All that without even mentioning the appalling writing style (‘holy cow’ is the new ‘chagrin’).
So, how does this all affect me? Quite frankly the thing is that upon reading this book I had some quite serious misgivings about it. I have had limited exposure to BDSM but only in the form of porn, which is hardly reliable source material. It had never bothered me before because I had never considered the mindsets – the fact that people sometimes like to give or receive pain and humiliation. Without knowledge of the various safety nets and the predominance of trust which are the cornerstones of BDSM – those notions were, quite frankly, horrifying. How was I to distinguish between the consensual act and abuse?
The thought of this all was seriously affecting me. Perhaps there is a little in the self-destructive masochist in me in that when I come across a thought that disturbs me, I tend to take a good bit of time dwelling on it and generally making myself feel worse (such as a period in my life where I was seriously upsetting myself with constant thoughts of death. I can’t really say these thoughts have been resolved, I’m not sure they can be resolved as the answers to those sort of questions tend to be worse than the questions themselves. I have however got myself to the point where I’ve not constantly thinking about it and upsetting myself all the time).
But quite rightly I didn’t like being driven to near-sleeplessness and a severe drop in appetite just from merely thinking of the subject. So I decided to go on an epic quest for knowledge as it’s my belief that fear is usually seated in ignorance of that which you are afraid of.
So I got on the internet and googled away, trying to get as many different viewpoints as possible on as many different topics as possible. Everything from what BDSM is, why people like or don’t like it, why people sometimes fear or hate it, what the varying levels of BDSM are, the opinions of vanilla/French vanilla people on BDSM, the subject of trust, responsibilities of the various parties involved, keeping safe, how people approach their vanilla partners with their desire to participate in BDSM, what people can get or achieve through BDSM, what happens when it goes wrong, the BDSM ‘scene,’ the concept of 24/7 slavery, the various mindsets of the people involved and people’s own stories and experiences.
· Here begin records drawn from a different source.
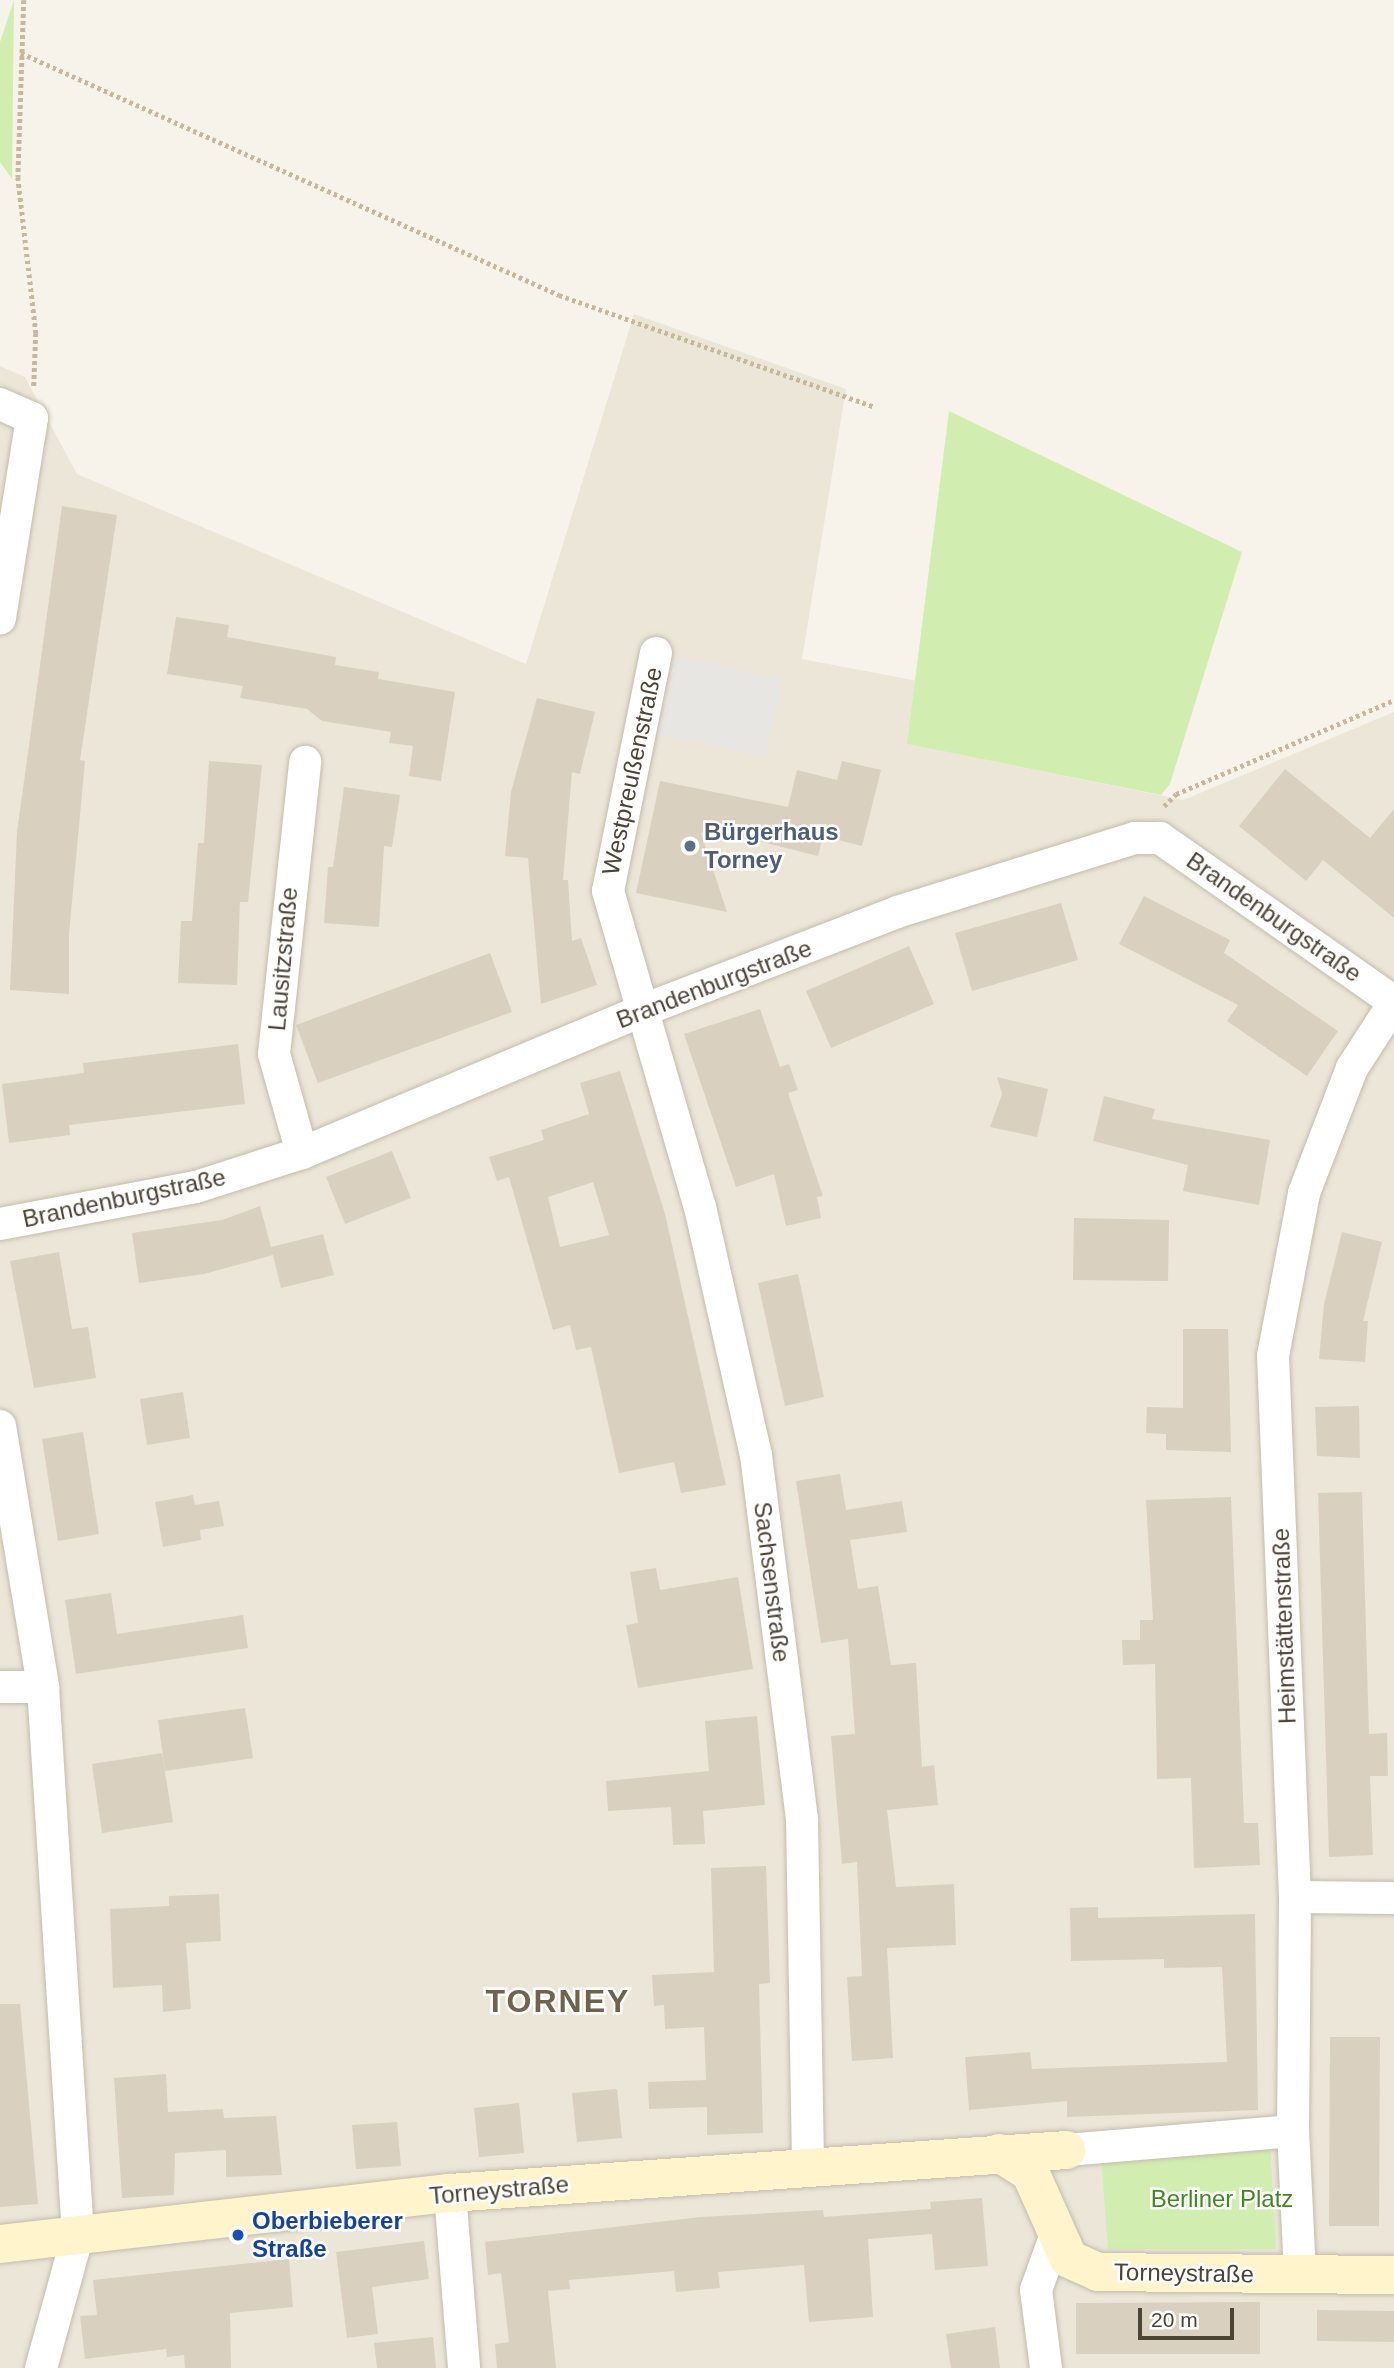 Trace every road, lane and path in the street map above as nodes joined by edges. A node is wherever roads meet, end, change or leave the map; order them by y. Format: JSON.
{"nodes":[{"id":1,"x":24,"y":0,"type":"edge"},
{"id":2,"x":21,"y":53,"type":"junction"},
{"id":3,"x":0,"y":404,"type":"edge"},
{"id":4,"x":875,"y":407,"type":"dead end"},
{"id":5,"x":32,"y":418,"type":"junction"},
{"id":6,"x":0,"y":618,"type":"edge"},
{"id":7,"x":656,"y":653,"type":"dead end"},
{"id":8,"x":1394,"y":700,"type":"edge"},
{"id":9,"x":305,"y":762,"type":"dead end"},
{"id":10,"x":1135,"y":838,"type":"junction"},
{"id":11,"x":1394,"y":1003,"type":"edge"},
{"id":12,"x":641,"y":1011,"type":"junction"},
{"id":13,"x":302,"y":1153,"type":"junction"},
{"id":14,"x":0,"y":1224,"type":"edge"},
{"id":15,"x":0,"y":1426,"type":"edge"},
{"id":16,"x":0,"y":1686,"type":"edge"},
{"id":17,"x":43,"y":1687,"type":"junction"},
{"id":18,"x":1295,"y":1897,"type":"junction"},
{"id":19,"x":1394,"y":1898,"type":"edge"},
{"id":20,"x":1293,"y":2131,"type":"junction"},
{"id":21,"x":1067,"y":2150,"type":"joint"},
{"id":22,"x":999,"y":2153,"type":"junction"},
{"id":23,"x":808,"y":2166,"type":"junction"},
{"id":24,"x":450,"y":2193,"type":"junction"},
{"id":25,"x":78,"y":2234,"type":"junction"},
{"id":26,"x":1055,"y":2237,"type":"junction"},
{"id":27,"x":0,"y":2244,"type":"edge"},
{"id":28,"x":1300,"y":2273,"type":"junction"},
{"id":29,"x":1394,"y":2275,"type":"edge"},
{"id":30,"x":41,"y":2368,"type":"edge"},
{"id":31,"x":464,"y":2368,"type":"edge"},
{"id":32,"x":1046,"y":2368,"type":"edge"}],
"edges":[{"from":1,"to":2,"type":"path"},
{"from":2,"to":4,"type":"path"},
{"from":2,"to":5,"type":"path"},
{"from":3,"to":5,"type":"street"},
{"from":5,"to":6,"type":"street"},
{"from":7,"to":12,"type":"street","name":"Westpreußenstraße"},
{"from":8,"to":10,"type":"path"},
{"from":9,"to":13,"type":"street","name":"Lausitzstraße"},
{"from":10,"to":11,"type":"street","name":"Brandenburgstraße"},
{"from":10,"to":12,"type":"street","name":"Brandenburgstraße"},
{"from":11,"to":18,"type":"street","name":"Heimstättenstraße"},
{"from":12,"to":13,"type":"street","name":"Brandenburgstraße"},
{"from":12,"to":23,"type":"street","name":"Sachsenstraße"},
{"from":13,"to":14,"type":"street","name":"Brandenburgstraße"},
{"from":15,"to":17,"type":"street"},
{"from":16,"to":17,"type":"street"},
{"from":17,"to":25,"type":"street"},
{"from":18,"to":19,"type":"street"},
{"from":18,"to":20,"type":"street","name":"Heimstättenstraße"},
{"from":20,"to":21,"type":"street","name":"Torneystraße"},
{"from":20,"to":28,"type":"street","name":"Heimstättenstraße"},
{"from":21,"to":22,"type":"street","name":"Torneystraße"},
{"from":22,"to":23,"type":"street","name":"Torneystraße"},
{"from":22,"to":26,"type":"street","name":"Torneystraße"},
{"from":23,"to":24,"type":"street","name":"Torneystraße"},
{"from":24,"to":25,"type":"street","name":"Torneystraße"},
{"from":24,"to":31,"type":"street"},
{"from":25,"to":27,"type":"street","name":"Torneystraße"},
{"from":25,"to":30,"type":"street"},
{"from":26,"to":28,"type":"street","name":"Torneystraße"},
{"from":26,"to":32,"type":"street"},
{"from":28,"to":29,"type":"street","name":"Torneystraße"}]}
God I love the internet – imagine trawling through the library trying to come up with that lot!
What this blog is about is what I discovered and how I feel about what I discovered. Sometimes I found myself with mixed feelings on a subject or feeling very angry about others, without knowing quite why that was how I felt. I want to be able to decipher the reasons behind my anxieties and anger and see if they can’t be turned into something positive. There may be some aspects of sex and BDSM that I can never understand – but I’ll be damned if I won’t try.